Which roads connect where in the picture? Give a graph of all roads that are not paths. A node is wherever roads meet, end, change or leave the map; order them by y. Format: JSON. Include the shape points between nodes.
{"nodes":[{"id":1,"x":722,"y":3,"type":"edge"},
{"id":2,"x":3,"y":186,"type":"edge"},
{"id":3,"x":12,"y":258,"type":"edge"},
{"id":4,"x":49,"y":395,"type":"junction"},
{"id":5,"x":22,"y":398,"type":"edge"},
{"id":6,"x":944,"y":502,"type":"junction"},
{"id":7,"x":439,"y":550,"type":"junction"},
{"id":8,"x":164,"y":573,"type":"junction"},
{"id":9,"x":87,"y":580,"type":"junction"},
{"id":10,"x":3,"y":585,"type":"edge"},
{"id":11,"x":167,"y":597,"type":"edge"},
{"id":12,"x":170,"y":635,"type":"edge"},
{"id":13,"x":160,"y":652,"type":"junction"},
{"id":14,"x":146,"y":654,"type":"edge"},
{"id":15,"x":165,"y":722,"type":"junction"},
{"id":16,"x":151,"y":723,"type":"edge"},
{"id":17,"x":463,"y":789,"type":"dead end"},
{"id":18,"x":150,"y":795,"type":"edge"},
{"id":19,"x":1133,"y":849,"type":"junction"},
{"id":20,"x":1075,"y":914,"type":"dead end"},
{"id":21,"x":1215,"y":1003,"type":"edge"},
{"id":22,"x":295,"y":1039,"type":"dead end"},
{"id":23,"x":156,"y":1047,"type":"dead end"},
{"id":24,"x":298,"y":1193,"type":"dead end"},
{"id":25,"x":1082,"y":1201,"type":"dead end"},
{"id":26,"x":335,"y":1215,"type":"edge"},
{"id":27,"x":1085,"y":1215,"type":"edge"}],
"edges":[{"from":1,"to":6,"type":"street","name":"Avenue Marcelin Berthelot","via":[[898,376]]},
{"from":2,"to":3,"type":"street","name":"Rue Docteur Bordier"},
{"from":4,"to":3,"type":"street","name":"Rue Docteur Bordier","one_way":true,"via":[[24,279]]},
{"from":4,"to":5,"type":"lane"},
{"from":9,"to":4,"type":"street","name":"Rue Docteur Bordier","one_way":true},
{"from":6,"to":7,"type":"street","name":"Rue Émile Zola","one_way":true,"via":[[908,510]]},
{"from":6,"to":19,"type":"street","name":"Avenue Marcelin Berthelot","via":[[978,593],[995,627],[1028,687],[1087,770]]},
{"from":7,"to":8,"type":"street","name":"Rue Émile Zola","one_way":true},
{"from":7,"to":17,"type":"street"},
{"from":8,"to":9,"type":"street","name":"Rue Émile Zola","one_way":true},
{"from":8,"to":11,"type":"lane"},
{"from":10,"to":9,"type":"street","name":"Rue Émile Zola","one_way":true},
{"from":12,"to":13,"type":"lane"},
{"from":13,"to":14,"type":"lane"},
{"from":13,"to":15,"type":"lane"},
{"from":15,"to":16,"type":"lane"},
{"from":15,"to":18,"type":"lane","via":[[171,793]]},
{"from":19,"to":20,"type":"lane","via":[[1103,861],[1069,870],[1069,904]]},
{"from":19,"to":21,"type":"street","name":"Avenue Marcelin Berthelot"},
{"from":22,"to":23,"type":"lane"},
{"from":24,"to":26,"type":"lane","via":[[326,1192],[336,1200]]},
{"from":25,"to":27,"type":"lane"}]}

Work to complete —
Take the records shown above and output them again exactly.

Answer box —
Which roads connect where in the picture? Give a graph of all roads that are not paths. A node is wherever roads meet, end, change or leave the map; order them by y. Format: JSON. Include the shape points between nodes.
{"nodes":[{"id":1,"x":722,"y":3,"type":"edge"},
{"id":2,"x":3,"y":186,"type":"edge"},
{"id":3,"x":12,"y":258,"type":"edge"},
{"id":4,"x":49,"y":395,"type":"junction"},
{"id":5,"x":22,"y":398,"type":"edge"},
{"id":6,"x":944,"y":502,"type":"junction"},
{"id":7,"x":439,"y":550,"type":"junction"},
{"id":8,"x":164,"y":573,"type":"junction"},
{"id":9,"x":87,"y":580,"type":"junction"},
{"id":10,"x":3,"y":585,"type":"edge"},
{"id":11,"x":167,"y":597,"type":"edge"},
{"id":12,"x":170,"y":635,"type":"edge"},
{"id":13,"x":160,"y":652,"type":"junction"},
{"id":14,"x":146,"y":654,"type":"edge"},
{"id":15,"x":165,"y":722,"type":"junction"},
{"id":16,"x":151,"y":723,"type":"edge"},
{"id":17,"x":463,"y":789,"type":"dead end"},
{"id":18,"x":150,"y":795,"type":"edge"},
{"id":19,"x":1133,"y":849,"type":"junction"},
{"id":20,"x":1075,"y":914,"type":"dead end"},
{"id":21,"x":1215,"y":1003,"type":"edge"},
{"id":22,"x":295,"y":1039,"type":"dead end"},
{"id":23,"x":156,"y":1047,"type":"dead end"},
{"id":24,"x":298,"y":1193,"type":"dead end"},
{"id":25,"x":1082,"y":1201,"type":"dead end"},
{"id":26,"x":335,"y":1215,"type":"edge"},
{"id":27,"x":1085,"y":1215,"type":"edge"}],
"edges":[{"from":1,"to":6,"type":"street","name":"Avenue Marcelin Berthelot","via":[[898,376]]},
{"from":2,"to":3,"type":"street","name":"Rue Docteur Bordier"},
{"from":4,"to":3,"type":"street","name":"Rue Docteur Bordier","one_way":true,"via":[[24,279]]},
{"from":4,"to":5,"type":"lane"},
{"from":9,"to":4,"type":"street","name":"Rue Docteur Bordier","one_way":true},
{"from":6,"to":7,"type":"street","name":"Rue Émile Zola","one_way":true,"via":[[908,510]]},
{"from":6,"to":19,"type":"street","name":"Avenue Marcelin Berthelot","via":[[978,593],[995,627],[1028,687],[1087,770]]},
{"from":7,"to":8,"type":"street","name":"Rue Émile Zola","one_way":true},
{"from":7,"to":17,"type":"street"},
{"from":8,"to":9,"type":"street","name":"Rue Émile Zola","one_way":true},
{"from":8,"to":11,"type":"lane"},
{"from":10,"to":9,"type":"street","name":"Rue Émile Zola","one_way":true},
{"from":12,"to":13,"type":"lane"},
{"from":13,"to":14,"type":"lane"},
{"from":13,"to":15,"type":"lane"},
{"from":15,"to":16,"type":"lane"},
{"from":15,"to":18,"type":"lane","via":[[171,793]]},
{"from":19,"to":20,"type":"lane","via":[[1103,861],[1069,870],[1069,904]]},
{"from":19,"to":21,"type":"street","name":"Avenue Marcelin Berthelot"},
{"from":22,"to":23,"type":"lane"},
{"from":24,"to":26,"type":"lane","via":[[326,1192],[336,1200]]},
{"from":25,"to":27,"type":"lane"}]}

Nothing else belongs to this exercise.